In line with previous studies (Chitaley et al, 2001; Ushiyama et al, 2004; Wilkes et al, 2004; Behr-Roussel et al, 2006; Jin and Burnett, 2006), we found that erectile function in SHR was strongly compromised and responsiveness to sildenafil, although present, was relatively limited and lower than in their normotensive counterpart WKY rats. A key result of this study is that atorvastatin ameliorates sildenafil-induced erections in a dose-dependent manner in SHR. In particular, atorvastatin restored sildenafil responsiveness up to WKY levels, at least at maximal stimulation frequencies (16–32 Hz). Conversely, atorvastatin was unable to affect the ICP:MAP ratio in SHR not supplemented with sildenafil.

Our results are also in line with recent preliminary observations in humans showing that atorvastatin might ameliorate nocturnal penile erection (Saltzman et al, 2004) and sildenafil responsiveness (Herrmann et al, 2006) in hypercholesterolemic patients with ED. Whether atorvastatin potentiation of sildenafil-induced erections in SHR is due to the above-described effects of the statin on the RhoA/ROCK pathway or involves positive effects on endothelial function and NO signaling (Bonetti et al, 2003; Rikitake et al, 2005) needs to be established.

It is interesting to note that elocalcitol, a vitamin D analog chemically unrelated to statins but known to negatively interfere with RhoA/ROCK in the bladder (Morelli et al, 2007), was unable to restore sildenafil responsiveness in SHR. In addition, in isolated penile SM cells, elocalcitol inhibited cell migration and proliferation at concentrations 3 log units higher than in other SM cells, such as those derived from prostate (Crescioli et al, 2003a) and bladder (Crescioli et al, 2005). A possible explanation for this lower sensitivity of penile musculature to elocalcitol, compared with other urinary tissues, is provided by the finding that in SHR, VDR expression is more abundant in the bladder than in the penis.
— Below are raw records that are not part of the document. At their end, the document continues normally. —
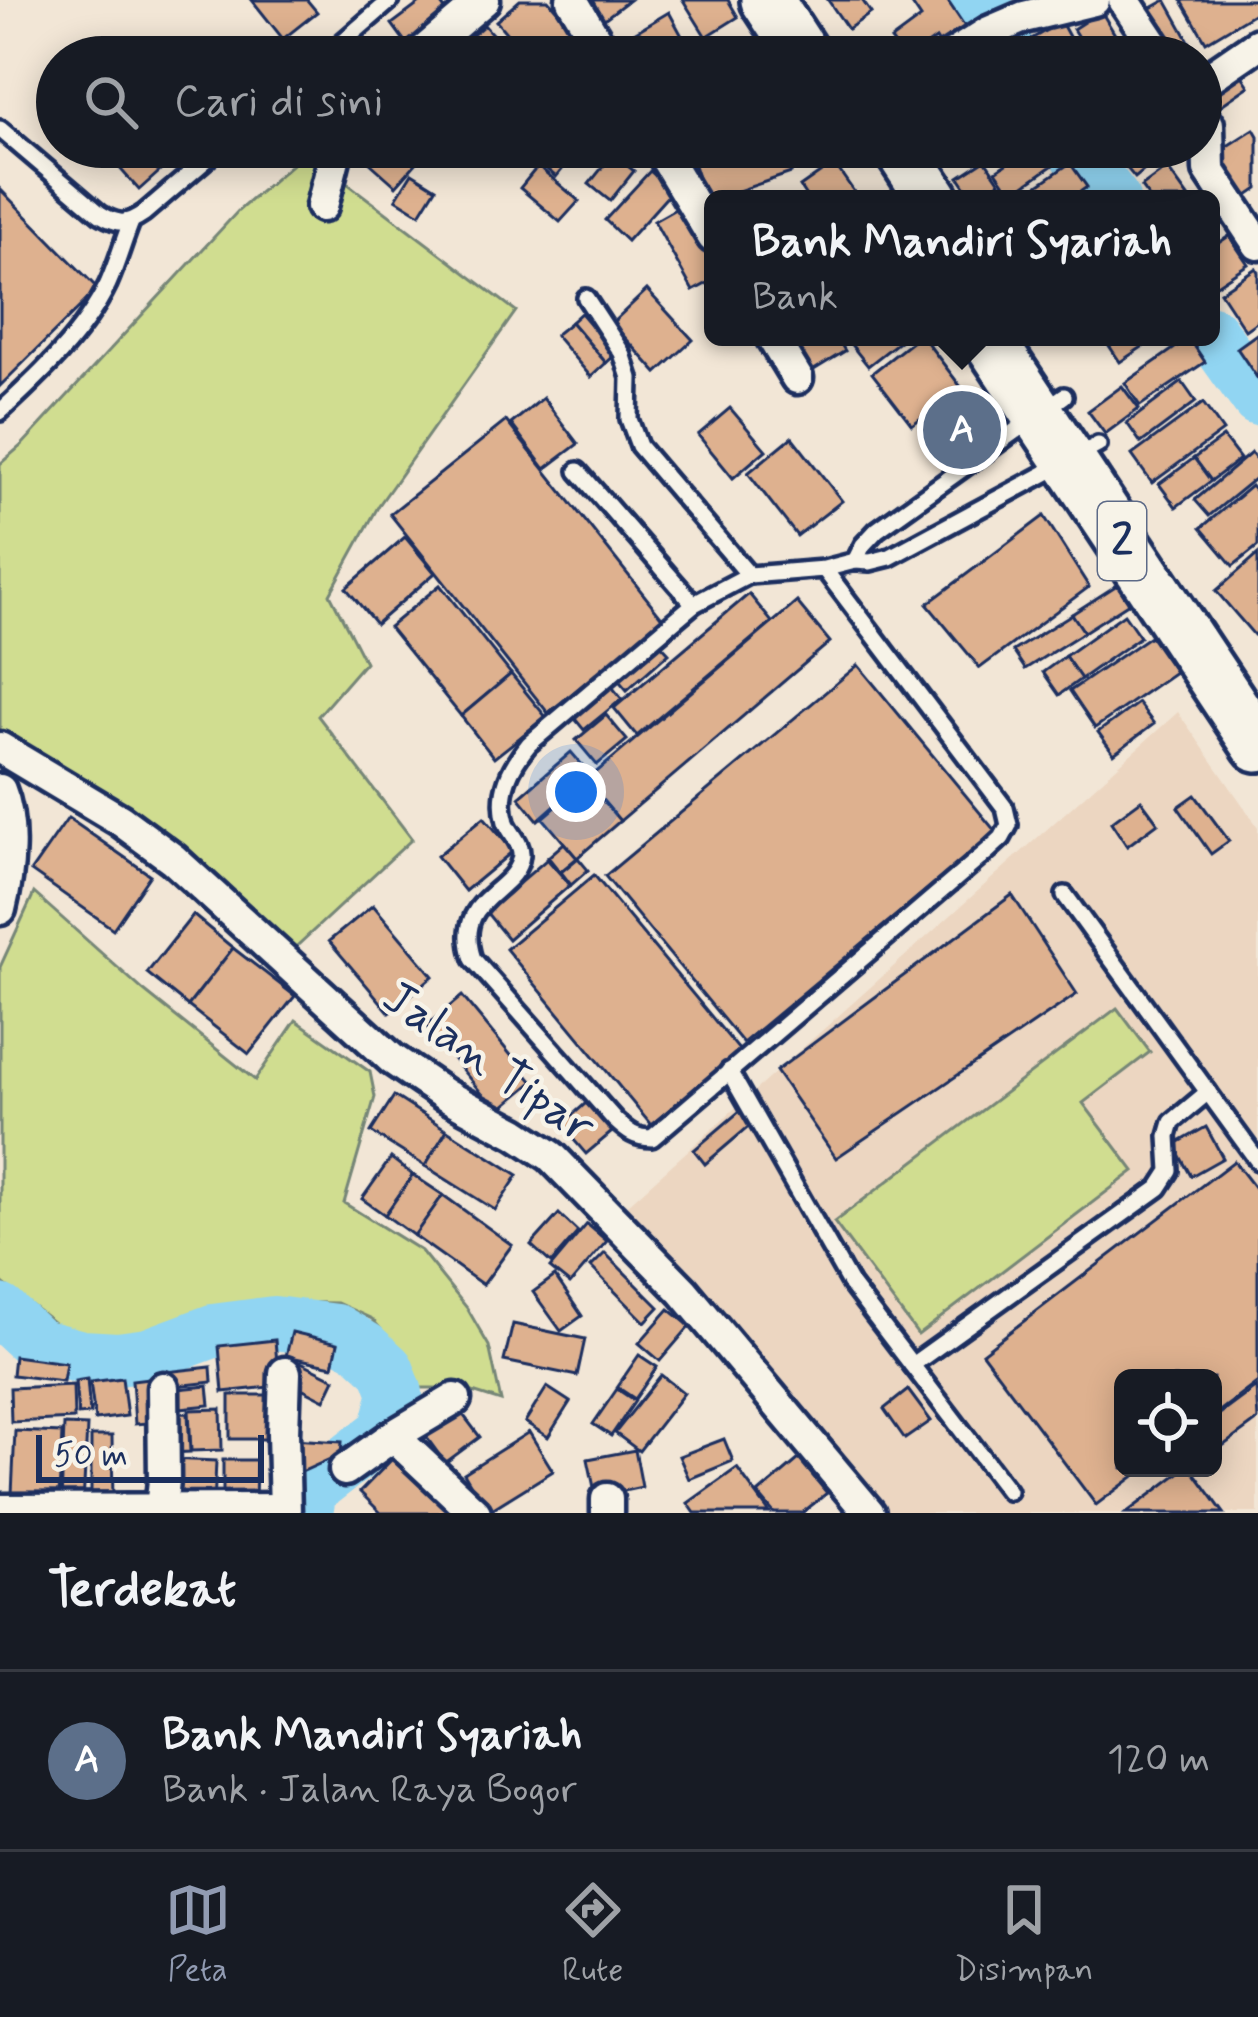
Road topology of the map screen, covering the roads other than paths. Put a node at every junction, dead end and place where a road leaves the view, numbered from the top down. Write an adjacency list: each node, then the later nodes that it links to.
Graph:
1 (391, 0): 8 (lane)
2 (484, 0): 9 (street)
3 (572, 0): 10 (street)
4 (767, 0): 11 (highway)
5 (805, 0): 12 (highway)
6 (1094, 0): 13 (street)
7 (1124, 0): 14 (street)
8 (349, 36)
9 (442, 36)
10 (593, 36)
11 (790, 36)
12 (828, 36)
13 (982, 36)
14 (1148, 36)
15 (1258, 44): 16 (street)
16 (1222, 69)
17 (0, 129): 18 (lane)
18 (36, 160)
19 (46, 168): 25 (lane)
20 (196, 168): 25 (lane)
21 (332, 168): 24 (street)
22 (672, 168): 26 (street)
23 (1209, 168): 27 (street)
24 (322, 206)
25 (130, 222): 34 (lane)
26 (704, 222)
27 (1258, 244)
28 (586, 298): 39 (lane)
29 (777, 346): 32 (street)
30 (994, 346): 33 (highway, 2)
31 (1028, 346): 33 (highway, 2)
32 (797, 378)
33 (1050, 405): 35 (highway, 2); 37 (lane)
34 (0, 412)
35 (1083, 453): 37 (lane); 41 (highway, 2); 42 (highway, 2)
36 (578, 471): 40 (lane)
37 (855, 561): 38 (lane)
38 (824, 568): 39 (lane); 47 (lane)
39 (749, 575): 40 (lane)
40 (694, 604): 47 (lane)
41 (1258, 686)
42 (1258, 746)
43 (0, 748): 62 (street, Jalan Tipar)
44 (0, 790): 46 (street)
45 (1065, 895): 48 (lane)
46 (0, 909)
47 (729, 1071): 50 (lane)
48 (1208, 1092): 49 (lane); 50 (lane)
49 (1258, 1161)
50 (912, 1365): 56 (lane)
51 (285, 1373): 60 (street)
52 (163, 1388): 58 (street)
53 (455, 1399): 54 (street)
54 (393, 1436): 55 (street); 61 (street)
55 (346, 1470)
56 (1007, 1491)
57 (12, 1510): 59 (street)
58 (161, 1510): 59 (street); 60 (street)
59 (102, 1511)
60 (285, 1511)
61 (475, 1513)
62 (869, 1513)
Because elocalcitol actions are VDR mediated, this might explain why elocalcitol ameliorates bladder overactivity in SHR (Morelli et al, 2007) but not altered penile erections, as shown in the present study. Thus, the differential quantitative expression of VDR in bladder and CC suggests a plausible mechanism for the tissue-specific effect of elocalcitol on the RhoA/ROCK contractile pathway. Interestingly, elocalcitol has been reported to possess tissue- and cell-type selectivity in VDR activation, acting as a poor VDR agonist in tissues like intestine and kidney but as a potent VDR agonist in bone (Peleg et al, 2002, 2003). Our findings further extend the tissue selectivity of elocalcitol and show its ability to modulate RhoA/ROCK signaling only in defined target tissues. These cell context–selective actions, reported also for other VDR agonists (Ma et al, 2006), translate into reduced induction of hypercalcemia and may account for the placebo-like side effect profile induced by elocalcitol treatment in patients (Colli et al, 2006).

In conclusion, our data indicate that atorvastatin, but not elocalcitol, ameliorates sildenafil-induced penile erections in SHR, most probably by interfering with RhoA/ROCK signaling. This pleiotropic activity of atorvastatin, independent from the lipid-lowering one, might explain its positive effects in restoring erectile function and sildenafil responsiveness in ED patients (Saltzman et al, 2004; Herrmann et al, 2006). Accordingly, a recent report indicates that atorvastatin can improve postoperative erectile function even in non-hypercholesterolemic patients undergoing radical retropubic prostatectomy (Hong et al, 2007).


   Footnotes
 
This study was supported by a grant from Progetti di Ricerca Scientifica di Rilevante Interesse Nazionale (PRIN2005-MIUR) and by a scientific grant from Pfizer Italia (Rome, Italy).